Identifier or number: CHRMS 96-269

Institutional Review Board (IRB) Review:
Type of Review: Full Board
Most recent IRB approval: 01/20/99
IRB approval number: 01XB

Number of human subjects who participated in this project/protocol/subproject in the last reporting period: 5
Reporting period for number of human subjects: Fiscal Year 1999 (10/1/98-9/30/99)

Type(s) of Human Subjects Involvement:

Collection of personally identifiable bodily materials (blood or blood products, urine, cells, tissue, teeth, organs, excretia, etc):

• Using cells cultured in a laboratory.
• Using bodily materials collected specifically for this project.

(a. Objectives, b. Methodology, c. Ionizing Radiation, Radioactive Substances, or Chemical Substances to which human subjects are exposed, d. Involvement of Human Subjects [d.1. procedures used, d.2. risks if any])

a. This research project will determine the T-cell (TCR) gene usages of beryllium reactive T-lymphocytes isolated directly from the peripheral blood of individuals exposed at a U.S. Department of Energy site. The objective is to develop a sensitive and novel biomarker for identifying early human sensitization to environmental beryllium. This is a collaborative project involving the Genetic Toxicology Laboratory of the University of Vermont and both the Center for Epidemiological Research and the scientific staff of the Cytogenetics Program at the Oak Ridge Institute for Science and Education (ORISE). The >2000 beryllium exposed workers who have been contacted for participation in the ORISE study "Follow-up of Beryllium Workers at the Y-12 Plant/Efficacy of the Peripheral Blood Lymphocyte Proliferation (LPT) and Other Non-Invasive Procedures for Diagnosis of Chronic Beryllium Disease" will provide the pool of potential participants for the proposed study. Additional subjects may be obtained from the National Jewish Hospital, Denver, CO.
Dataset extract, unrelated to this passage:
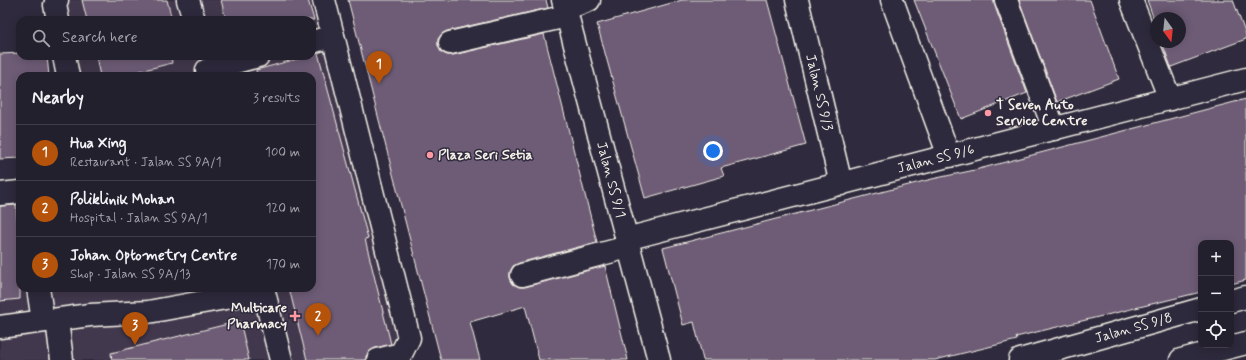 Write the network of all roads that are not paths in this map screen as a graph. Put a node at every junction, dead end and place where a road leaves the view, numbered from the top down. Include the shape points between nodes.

b. Beryllium reactive T-lymphocytes will be directly isolated from peripheral blood using a novel antigen-independent method of surrogate selection for in vivo arising hypoxanthine phosphoribosyltransferase (hprt) mutants as representatives of clones that are undergoing chronic proliferation. The T-cells undergoing chronic proliferation in beryllium sensitized individuals will be enriched for beryllium reactive cells. The TCR beta gene usage of these T-cell isolates will be determined and their junctional (CDR3) regions sequenced. Beryllium reactive T-cell clones will also be recovered following in vivo beryllium stimulation of peripheral blood lymphocytes from these same individuals and the TCR gene CDR3 region sequences similarly determined. The TCR beta genes used by the beryllium reactive isolates and their CDR3 region sequences will be compared within (in vivo vs. in vitro derived) and among individuals with attention to kinds and durations of beryllium exposure and HPA DPB Glu 69 status. A method for quantitating total body loads of these antigen reactive T-cells in individuals will be developed using quantitative polymerase chain reaction (Q-PCR) amplification of specific TCR gene sequences. Successful achievement of this overall objective will permit future studies aimed at the elucidation of the immunological mechanisms underlying sensitization, the comparison of cells involved in pulmonary and systemic sensitization and the definition of potential targets for immunotherapy. A method of mass beryllium stimulated PBL cultures from study subjects will be used to identify T-cell receptors (TCR) used by individuals to recognize the beryllium antigens. A QPCR method will be used for TCR identification.

c. none

d. 1. Blood will be obtained with informed consent from persons previously exposed to beryllium. Cells isolated from this blood will be cultured in vitro.

2. There is essentially no risk except for possible bruising at the site of blood drawing.

3. This protocol has University of VT IRB approval and informed consent is obtained from all individuals studied. The results of these studies are confidential.